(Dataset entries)
---------------

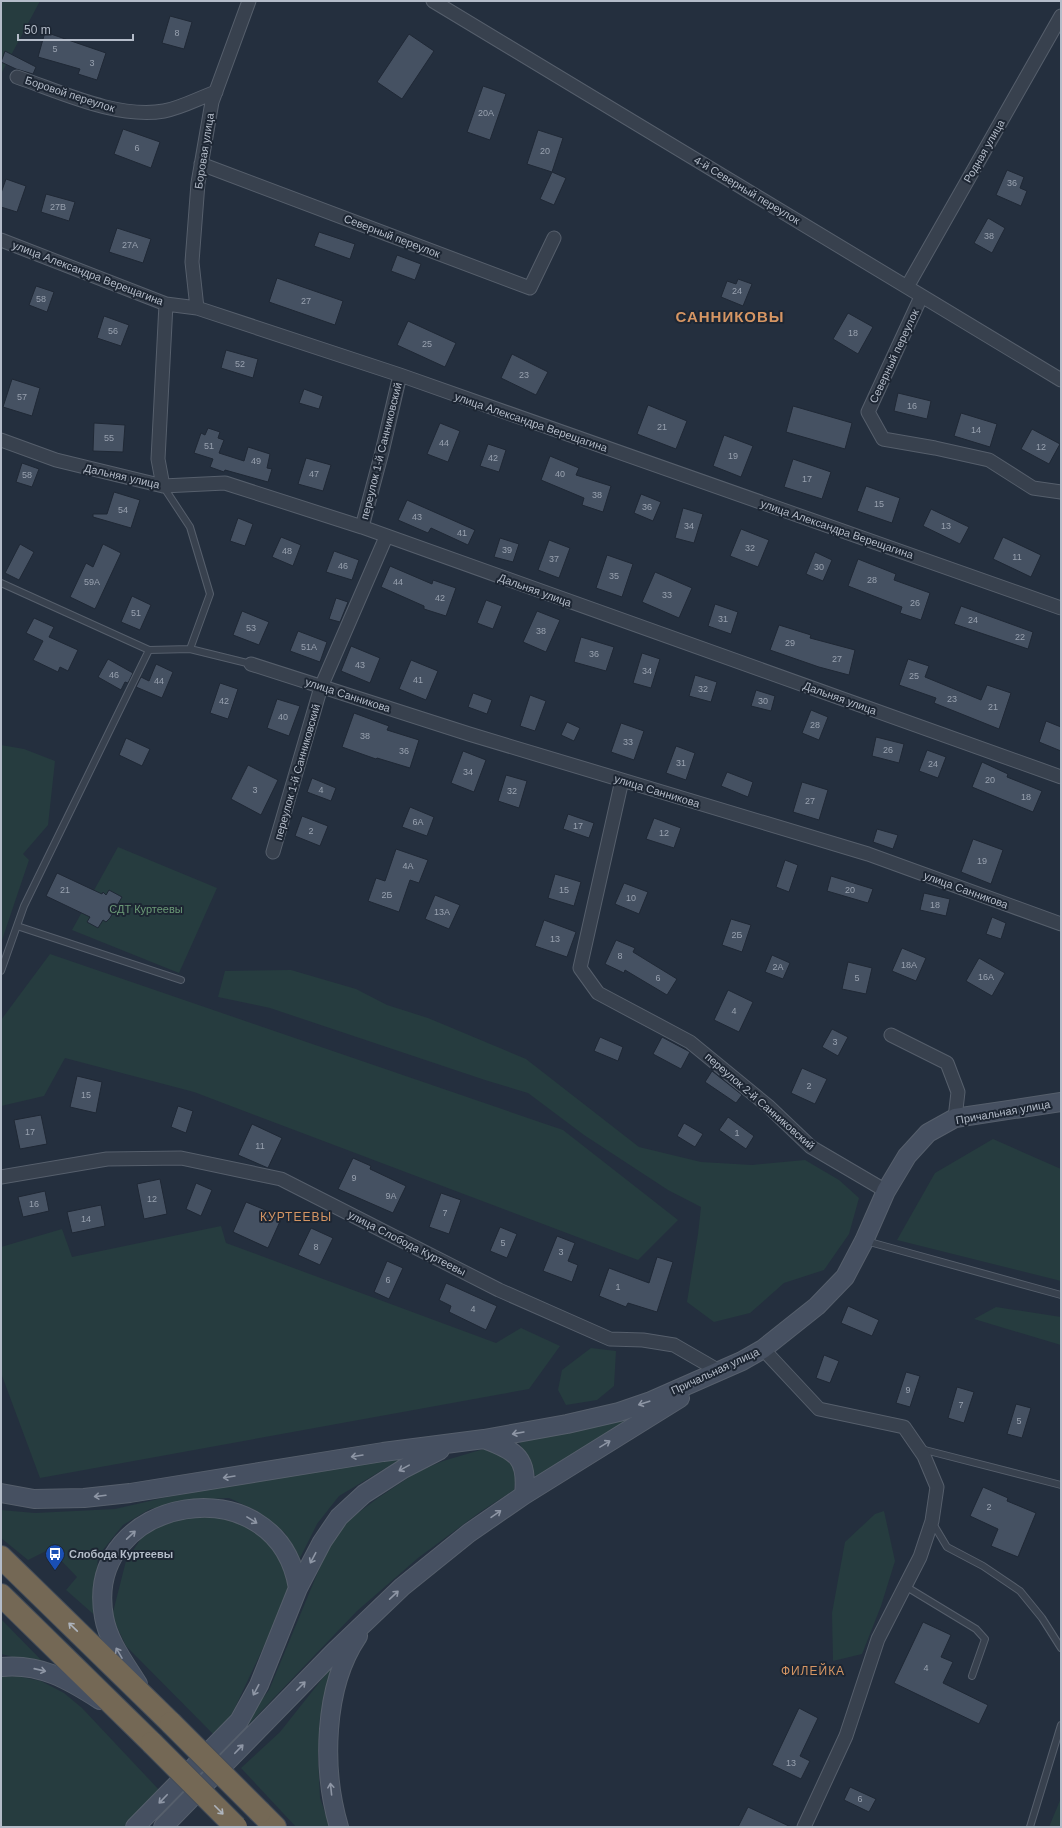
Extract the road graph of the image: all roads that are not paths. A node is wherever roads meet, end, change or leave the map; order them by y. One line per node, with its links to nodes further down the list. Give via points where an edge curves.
1 (249, 1): 5 (street, Боровая улица)
2 (433, 1): 9 (street, 4-й Северный переулок)
3 (1061, 16): 9 (street, Родная улица)
4 (16, 77): 5 (street, Боровой переулок, via 112,109 144,112 164,111)
5 (216, 92): 6 (street, Боровая улица)
6 (201, 164): 7 (street, Северный переулок, via 530,288); 12 (street, Боровая улица, via 192,262)
7 (554, 238)
8 (1, 240): 11 (street, улица Александра Верещагина)
9 (907, 287): 10 (street, 4-й Северный переулок)
10 (921, 297): 14 (street, 4-й Северный переулок); 17 (street, Северный переулок, via 868,412 883,439 989,460 1033,488)
11 (166, 304): 12 (street, улица Александра Верещагина); 16 (street, via 158,458)
12 (198, 308): 13 (street, улица Александра Верещагина)
13 (400, 375): 18 (street, переулок 1-й Санниковский); 21 (street, улица Александра Верещагина)
14 (1061, 380)
15 (1, 440): 16 (street, Дальняя улица, via 56,460)
16 (163, 486): 18 (street, Дальняя улица, via 225,483); 22 (lane, via 190,527 210,594)
17 (1061, 492)
18 (362, 527): 19 (street, Дальняя улица)
19 (386, 537): 25 (street, переулок 1-й Санниковский); 26 (street, Дальняя улица)
20 (1, 583): 23 (lane)
21 (1061, 608)
22 (190, 649): 23 (lane); 24 (lane)
23 (150, 650): 30 (lane)
24 (251, 664): 25 (street, улица Санникова)
25 (321, 687): 27 (street, улица Санникова); 28 (street, переулок 1-й Санниковский)
26 (1061, 777)
27 (622, 780): 29 (street, улица Санникова, via 868,854); 37 (street, переулок 2-й Санниковский, via 580,968 598,993 690,1042 768,1106 811,1147)
28 (273, 852)
29 (1061, 924)
30 (17, 926): 31 (lane); 32 (lane)
31 (1, 971)
32 (180, 980)
33 (892, 1035): 35 (street, via 947,1063 958,1092)
34 (1060, 1104): 35 (street, Причальная улица)
35 (955, 1118): 37 (street, Причальная улица, via 928,1133 907,1156)
36 (1, 1177): 41 (street, улица Слобода Куртеевы, via 107,1159 181,1158 281,1179 499,1290 610,1339 642,1340 674,1346)
37 (886, 1191): 38 (street, Причальная улица)
38 (864, 1241): 39 (lane); 40 (street, Причальная улица, via 844,1277 817,1306)
39 (1061, 1295)
40 (763, 1349): 41 (street, Причальная улица); 44 (street, via 819,1410 904,1427)
41 (719, 1372): 42 (street, Причальная улица, one-way to 42, via 618,1412); 47 (street, one-way to 41)
42 (484, 1439): 43 (street, Причальная улица); 47 (street, via 506,1446 522,1460 526,1478)
43 (451, 1444): 46 (street, Причальная улица, one-way to 46, via 383,1452 130,1493 84,1498 34,1499); 51 (street, one-way to 51, via 403,1469 364,1494 339,1517 322,1542)
44 (919, 1449): 45 (lane); 48 (street, via 937,1487)
45 (1061, 1485)
46 (1, 1493)
47 (524, 1495): 53 (street, one-way to 47, via 469,1533)
48 (932, 1521): 50 (street, via 920,1556); 54 (lane, via 947,1547 983,1566 1020,1591 1042,1618)
49 (1, 1557): 57 (highway, one-way to 49)
50 (905, 1586): 56 (lane, via 976,1629 985,1639); 65 (street, via 878,1638 846,1736)
51 (298, 1588): 57 (street, one-way to 51, via 108,1632 103,1598 104,1580 111,1560 124,1541 143,1524 162,1515 191,1509 230,1511 248,1517 267,1530 282,1545 295,1574); 60 (street, one-way to 60, via 259,1685 239,1722)
52 (1, 1595): 58 (highway)
53 (372, 1614): 61 (street, one-way to 53); 64 (street, one-way to 53, via 330,1790 328,1744 332,1709 345,1662 355,1640)
54 (1061, 1648)
55 (1, 1667): 58 (street, one-way to 58, via 28,1667 67,1679)
56 (972, 1676)
57 (146, 1699): 63 (highway, bridge)
58 (128, 1718): 62 (highway, one-way to 62, bridge)
59 (1061, 1725): 66 (lane)
60 (135, 1827)
61 (164, 1827)
62 (236, 1827)
63 (275, 1827)
64 (338, 1827)
65 (804, 1827)
66 (1030, 1827)

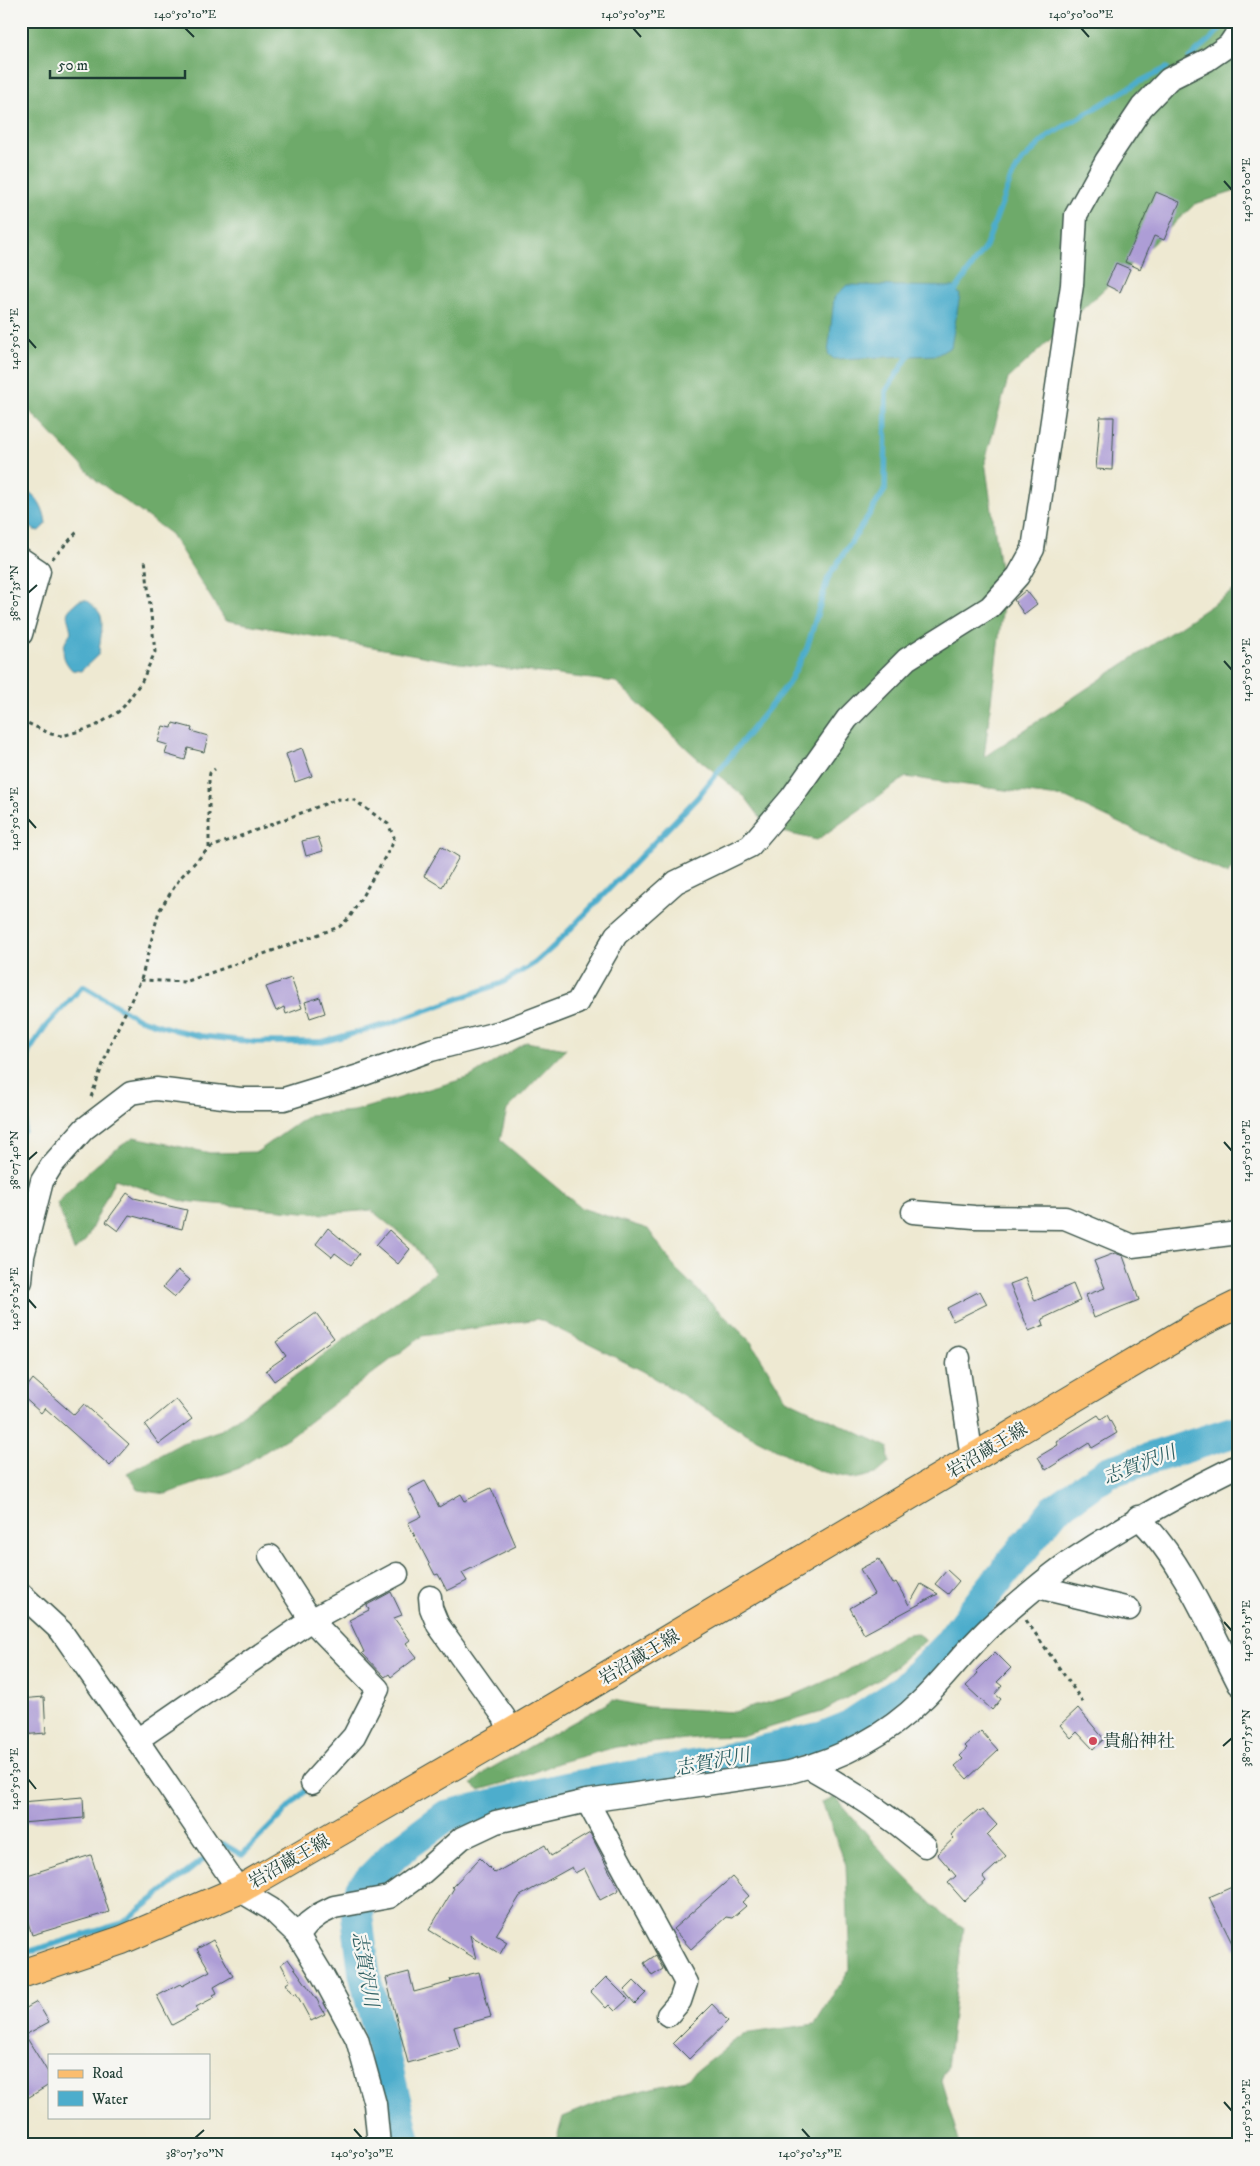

---------------

* Exercise requirements
Leave the pictures out and return each entry exactly.

* Reply
Extract the road graph of the image: all roads that are not paths. A node is wherever roads meet, end, change or leave the map; order them by y. One line per node, with its links to nodes further down the list. Give via points where an edge curves.
1 (249, 1): 5 (street, Боровая улица)
2 (433, 1): 9 (street, 4-й Северный переулок)
3 (1061, 16): 9 (street, Родная улица)
4 (16, 77): 5 (street, Боровой переулок, via 112,109 144,112 164,111)
5 (216, 92): 6 (street, Боровая улица)
6 (201, 164): 7 (street, Северный переулок, via 530,288); 12 (street, Боровая улица, via 192,262)
7 (554, 238)
8 (1, 240): 11 (street, улица Александра Верещагина)
9 (907, 287): 10 (street, 4-й Северный переулок)
10 (921, 297): 14 (street, 4-й Северный переулок); 17 (street, Северный переулок, via 868,412 883,439 989,460 1033,488)
11 (166, 304): 12 (street, улица Александра Верещагина); 16 (street, via 158,458)
12 (198, 308): 13 (street, улица Александра Верещагина)
13 (400, 375): 18 (street, переулок 1-й Санниковский); 21 (street, улица Александра Верещагина)
14 (1061, 380)
15 (1, 440): 16 (street, Дальняя улица, via 56,460)
16 (163, 486): 18 (street, Дальняя улица, via 225,483); 22 (lane, via 190,527 210,594)
17 (1061, 492)
18 (362, 527): 19 (street, Дальняя улица)
19 (386, 537): 25 (street, переулок 1-й Санниковский); 26 (street, Дальняя улица)
20 (1, 583): 23 (lane)
21 (1061, 608)
22 (190, 649): 23 (lane); 24 (lane)
23 (150, 650): 30 (lane)
24 (251, 664): 25 (street, улица Санникова)
25 (321, 687): 27 (street, улица Санникова); 28 (street, переулок 1-й Санниковский)
26 (1061, 777)
27 (622, 780): 29 (street, улица Санникова, via 868,854); 37 (street, переулок 2-й Санниковский, via 580,968 598,993 690,1042 768,1106 811,1147)
28 (273, 852)
29 (1061, 924)
30 (17, 926): 31 (lane); 32 (lane)
31 (1, 971)
32 (180, 980)
33 (892, 1035): 35 (street, via 947,1063 958,1092)
34 (1060, 1104): 35 (street, Причальная улица)
35 (955, 1118): 37 (street, Причальная улица, via 928,1133 907,1156)
36 (1, 1177): 41 (street, улица Слобода Куртеевы, via 107,1159 181,1158 281,1179 499,1290 610,1339 642,1340 674,1346)
37 (886, 1191): 38 (street, Причальная улица)
38 (864, 1241): 39 (lane); 40 (street, Причальная улица, via 844,1277 817,1306)
39 (1061, 1295)
40 (763, 1349): 41 (street, Причальная улица); 44 (street, via 819,1410 904,1427)
41 (719, 1372): 42 (street, Причальная улица, one-way to 42, via 618,1412); 47 (street, one-way to 41)
42 (484, 1439): 43 (street, Причальная улица); 47 (street, via 506,1446 522,1460 526,1478)
43 (451, 1444): 46 (street, Причальная улица, one-way to 46, via 383,1452 130,1493 84,1498 34,1499); 51 (street, one-way to 51, via 403,1469 364,1494 339,1517 322,1542)
44 (919, 1449): 45 (lane); 48 (street, via 937,1487)
45 (1061, 1485)
46 (1, 1493)
47 (524, 1495): 53 (street, one-way to 47, via 469,1533)
48 (932, 1521): 50 (street, via 920,1556); 54 (lane, via 947,1547 983,1566 1020,1591 1042,1618)
49 (1, 1557): 57 (highway, one-way to 49)
50 (905, 1586): 56 (lane, via 976,1629 985,1639); 65 (street, via 878,1638 846,1736)
51 (298, 1588): 57 (street, one-way to 51, via 108,1632 103,1598 104,1580 111,1560 124,1541 143,1524 162,1515 191,1509 230,1511 248,1517 267,1530 282,1545 295,1574); 60 (street, one-way to 60, via 259,1685 239,1722)
52 (1, 1595): 58 (highway)
53 (372, 1614): 61 (street, one-way to 53); 64 (street, one-way to 53, via 330,1790 328,1744 332,1709 345,1662 355,1640)
54 (1061, 1648)
55 (1, 1667): 58 (street, one-way to 58, via 28,1667 67,1679)
56 (972, 1676)
57 (146, 1699): 63 (highway, bridge)
58 (128, 1718): 62 (highway, one-way to 62, bridge)
59 (1061, 1725): 66 (lane)
60 (135, 1827)
61 (164, 1827)
62 (236, 1827)
63 (275, 1827)
64 (338, 1827)
65 (804, 1827)
66 (1030, 1827)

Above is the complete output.